The Moyjil site, south-west Victoria, Australia: excavation of a Last Interglacial charcoal and and burnt stone feature — is it a hearth?

Ian J. McNiven, Joe Crouch, Jim M. Bowler, John E. Sherwood, Nic Dolby, Julian E. Dunn and John Stanisic

Proceedings of the Royal Society of Victoria 130(2) 94 - 116
Published: 04 March 2019


Claims for a human presence in Australia beyond 60,000 years ago must have a strong evidence base associated with rigorous methodology and intense scrutiny. In this light we present excavation results for Charcoal and Burnt Stone Feature #1 (CBS1) located within coastal dune sediments at Moyjil (Point Ritchie), Warrnambool, that independent geomorphic and OSL dating indicates is of Last Interglacial age (~120,000 years ago).
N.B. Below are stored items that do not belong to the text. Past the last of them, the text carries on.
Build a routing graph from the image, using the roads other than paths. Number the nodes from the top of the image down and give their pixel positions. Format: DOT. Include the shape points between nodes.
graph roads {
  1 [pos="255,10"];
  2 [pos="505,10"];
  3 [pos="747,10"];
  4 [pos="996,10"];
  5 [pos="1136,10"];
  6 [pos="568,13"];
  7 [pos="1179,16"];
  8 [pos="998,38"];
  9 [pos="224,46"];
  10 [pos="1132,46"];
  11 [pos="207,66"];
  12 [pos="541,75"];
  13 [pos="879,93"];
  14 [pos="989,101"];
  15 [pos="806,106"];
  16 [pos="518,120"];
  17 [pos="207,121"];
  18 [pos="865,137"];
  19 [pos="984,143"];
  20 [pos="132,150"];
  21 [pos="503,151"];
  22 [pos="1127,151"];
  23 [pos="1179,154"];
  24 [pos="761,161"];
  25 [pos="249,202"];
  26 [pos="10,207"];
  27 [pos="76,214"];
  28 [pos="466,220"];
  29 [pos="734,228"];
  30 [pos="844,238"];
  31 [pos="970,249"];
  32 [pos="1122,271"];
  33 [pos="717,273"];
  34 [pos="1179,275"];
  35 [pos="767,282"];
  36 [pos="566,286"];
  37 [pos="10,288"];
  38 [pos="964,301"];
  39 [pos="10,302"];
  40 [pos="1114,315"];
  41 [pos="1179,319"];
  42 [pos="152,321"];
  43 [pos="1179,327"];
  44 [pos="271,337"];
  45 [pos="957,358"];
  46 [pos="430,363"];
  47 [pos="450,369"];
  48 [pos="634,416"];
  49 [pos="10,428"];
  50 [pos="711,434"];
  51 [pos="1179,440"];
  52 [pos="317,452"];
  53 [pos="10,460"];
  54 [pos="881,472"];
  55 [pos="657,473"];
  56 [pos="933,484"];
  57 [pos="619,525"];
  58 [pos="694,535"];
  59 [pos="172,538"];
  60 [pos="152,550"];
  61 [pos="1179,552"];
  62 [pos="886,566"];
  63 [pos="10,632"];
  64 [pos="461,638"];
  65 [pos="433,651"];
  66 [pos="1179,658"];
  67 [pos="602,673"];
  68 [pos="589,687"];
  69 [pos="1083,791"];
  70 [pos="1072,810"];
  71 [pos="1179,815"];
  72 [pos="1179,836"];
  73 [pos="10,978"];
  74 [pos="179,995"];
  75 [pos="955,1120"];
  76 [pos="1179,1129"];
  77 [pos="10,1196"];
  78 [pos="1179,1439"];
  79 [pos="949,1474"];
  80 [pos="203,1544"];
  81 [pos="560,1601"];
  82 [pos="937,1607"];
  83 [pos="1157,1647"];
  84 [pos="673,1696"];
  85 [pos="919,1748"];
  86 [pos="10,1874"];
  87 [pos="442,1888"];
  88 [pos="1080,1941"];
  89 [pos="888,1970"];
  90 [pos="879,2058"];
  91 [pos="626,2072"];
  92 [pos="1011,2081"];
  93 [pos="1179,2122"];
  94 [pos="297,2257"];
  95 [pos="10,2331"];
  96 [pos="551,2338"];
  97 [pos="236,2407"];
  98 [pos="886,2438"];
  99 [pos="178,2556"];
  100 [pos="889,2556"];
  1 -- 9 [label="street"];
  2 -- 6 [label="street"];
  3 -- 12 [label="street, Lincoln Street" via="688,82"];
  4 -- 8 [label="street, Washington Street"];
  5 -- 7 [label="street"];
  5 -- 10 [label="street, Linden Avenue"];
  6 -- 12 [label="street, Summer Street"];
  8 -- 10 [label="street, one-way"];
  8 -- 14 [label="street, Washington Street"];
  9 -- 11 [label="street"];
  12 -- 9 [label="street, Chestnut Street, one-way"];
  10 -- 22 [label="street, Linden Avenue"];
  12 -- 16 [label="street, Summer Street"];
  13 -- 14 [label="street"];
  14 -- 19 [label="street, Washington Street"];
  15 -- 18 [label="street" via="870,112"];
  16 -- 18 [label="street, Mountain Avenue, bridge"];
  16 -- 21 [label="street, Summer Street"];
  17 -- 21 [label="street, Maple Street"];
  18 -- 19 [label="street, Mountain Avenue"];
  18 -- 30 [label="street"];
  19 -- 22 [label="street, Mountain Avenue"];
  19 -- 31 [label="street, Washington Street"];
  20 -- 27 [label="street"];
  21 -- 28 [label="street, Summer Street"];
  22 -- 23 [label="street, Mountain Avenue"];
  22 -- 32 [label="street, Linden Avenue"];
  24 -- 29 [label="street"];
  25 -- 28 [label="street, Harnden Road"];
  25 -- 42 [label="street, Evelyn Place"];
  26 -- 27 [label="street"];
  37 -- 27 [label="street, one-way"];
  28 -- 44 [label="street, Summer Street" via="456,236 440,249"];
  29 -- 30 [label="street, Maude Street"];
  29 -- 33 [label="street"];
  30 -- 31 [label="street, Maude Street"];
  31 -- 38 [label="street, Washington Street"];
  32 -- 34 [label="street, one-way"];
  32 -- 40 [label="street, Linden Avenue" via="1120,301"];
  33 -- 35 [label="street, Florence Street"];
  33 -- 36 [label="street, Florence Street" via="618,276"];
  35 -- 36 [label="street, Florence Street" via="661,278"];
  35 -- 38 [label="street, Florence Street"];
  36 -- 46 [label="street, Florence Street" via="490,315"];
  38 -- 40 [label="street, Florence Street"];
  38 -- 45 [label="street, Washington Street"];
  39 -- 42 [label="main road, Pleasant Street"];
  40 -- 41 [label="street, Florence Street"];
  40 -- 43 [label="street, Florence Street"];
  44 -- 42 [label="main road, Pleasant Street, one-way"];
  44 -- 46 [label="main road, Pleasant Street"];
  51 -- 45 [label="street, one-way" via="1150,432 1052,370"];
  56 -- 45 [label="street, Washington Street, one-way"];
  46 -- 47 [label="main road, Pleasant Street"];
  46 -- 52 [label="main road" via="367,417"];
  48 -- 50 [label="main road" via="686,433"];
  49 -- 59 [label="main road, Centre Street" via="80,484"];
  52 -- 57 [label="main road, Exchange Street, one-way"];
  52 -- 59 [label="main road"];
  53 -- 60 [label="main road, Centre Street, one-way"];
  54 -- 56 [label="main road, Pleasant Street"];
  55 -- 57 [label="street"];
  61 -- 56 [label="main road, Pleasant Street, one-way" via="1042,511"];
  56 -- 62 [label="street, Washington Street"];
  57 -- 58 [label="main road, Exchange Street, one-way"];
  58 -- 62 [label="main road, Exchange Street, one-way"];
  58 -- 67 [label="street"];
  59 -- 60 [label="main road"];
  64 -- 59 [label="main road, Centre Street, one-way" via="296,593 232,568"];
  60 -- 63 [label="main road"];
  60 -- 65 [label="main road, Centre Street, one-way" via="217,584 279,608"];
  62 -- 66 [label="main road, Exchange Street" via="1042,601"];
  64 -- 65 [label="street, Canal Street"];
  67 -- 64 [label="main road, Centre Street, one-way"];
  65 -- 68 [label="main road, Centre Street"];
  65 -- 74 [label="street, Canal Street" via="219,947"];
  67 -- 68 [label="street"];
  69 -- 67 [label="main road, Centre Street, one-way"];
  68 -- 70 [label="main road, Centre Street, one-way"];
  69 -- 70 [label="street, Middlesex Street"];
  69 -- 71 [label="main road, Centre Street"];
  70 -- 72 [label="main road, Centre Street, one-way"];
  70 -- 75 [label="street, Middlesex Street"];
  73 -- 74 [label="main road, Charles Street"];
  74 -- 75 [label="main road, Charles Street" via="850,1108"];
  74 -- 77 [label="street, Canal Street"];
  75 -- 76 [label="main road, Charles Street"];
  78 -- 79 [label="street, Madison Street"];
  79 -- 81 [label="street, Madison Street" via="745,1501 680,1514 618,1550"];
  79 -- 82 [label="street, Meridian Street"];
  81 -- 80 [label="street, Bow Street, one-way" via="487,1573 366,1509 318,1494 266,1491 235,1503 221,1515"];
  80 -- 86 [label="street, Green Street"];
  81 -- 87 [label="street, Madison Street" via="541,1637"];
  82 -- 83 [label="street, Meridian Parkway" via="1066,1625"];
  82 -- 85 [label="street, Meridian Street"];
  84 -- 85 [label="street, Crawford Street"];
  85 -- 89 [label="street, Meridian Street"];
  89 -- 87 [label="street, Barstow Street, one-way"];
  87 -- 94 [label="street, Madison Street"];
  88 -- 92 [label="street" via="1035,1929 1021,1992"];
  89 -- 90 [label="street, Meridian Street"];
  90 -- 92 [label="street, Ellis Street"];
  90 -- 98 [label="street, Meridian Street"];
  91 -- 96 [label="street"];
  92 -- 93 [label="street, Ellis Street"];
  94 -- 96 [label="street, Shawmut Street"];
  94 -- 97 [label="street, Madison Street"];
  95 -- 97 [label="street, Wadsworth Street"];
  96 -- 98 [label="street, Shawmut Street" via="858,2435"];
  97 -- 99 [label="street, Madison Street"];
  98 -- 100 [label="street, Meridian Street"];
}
While on plausibility grounds the cultural status of a feature of such great antiquity in Australia is unlikely, a cultural origin for CBS1 is less easily dismissed if assessed with an age-independent methodology. A broad range of macroscale discrimination criteria has been used to assess whether CBS1 is either a cultural hearth or a natural feature such as a burnt tree stump. On balance, evidence marginally supports a cultural origin over a natural origin. However, the absence of associated stone artefacts and faunal remains and the presence of burnt root wood precludes definitive statements on the cultural status of the feature. Our case study is methodologically instructivein terms of the potential complexities and issues of equifinality involved in the archaeological identification of ancient hearths.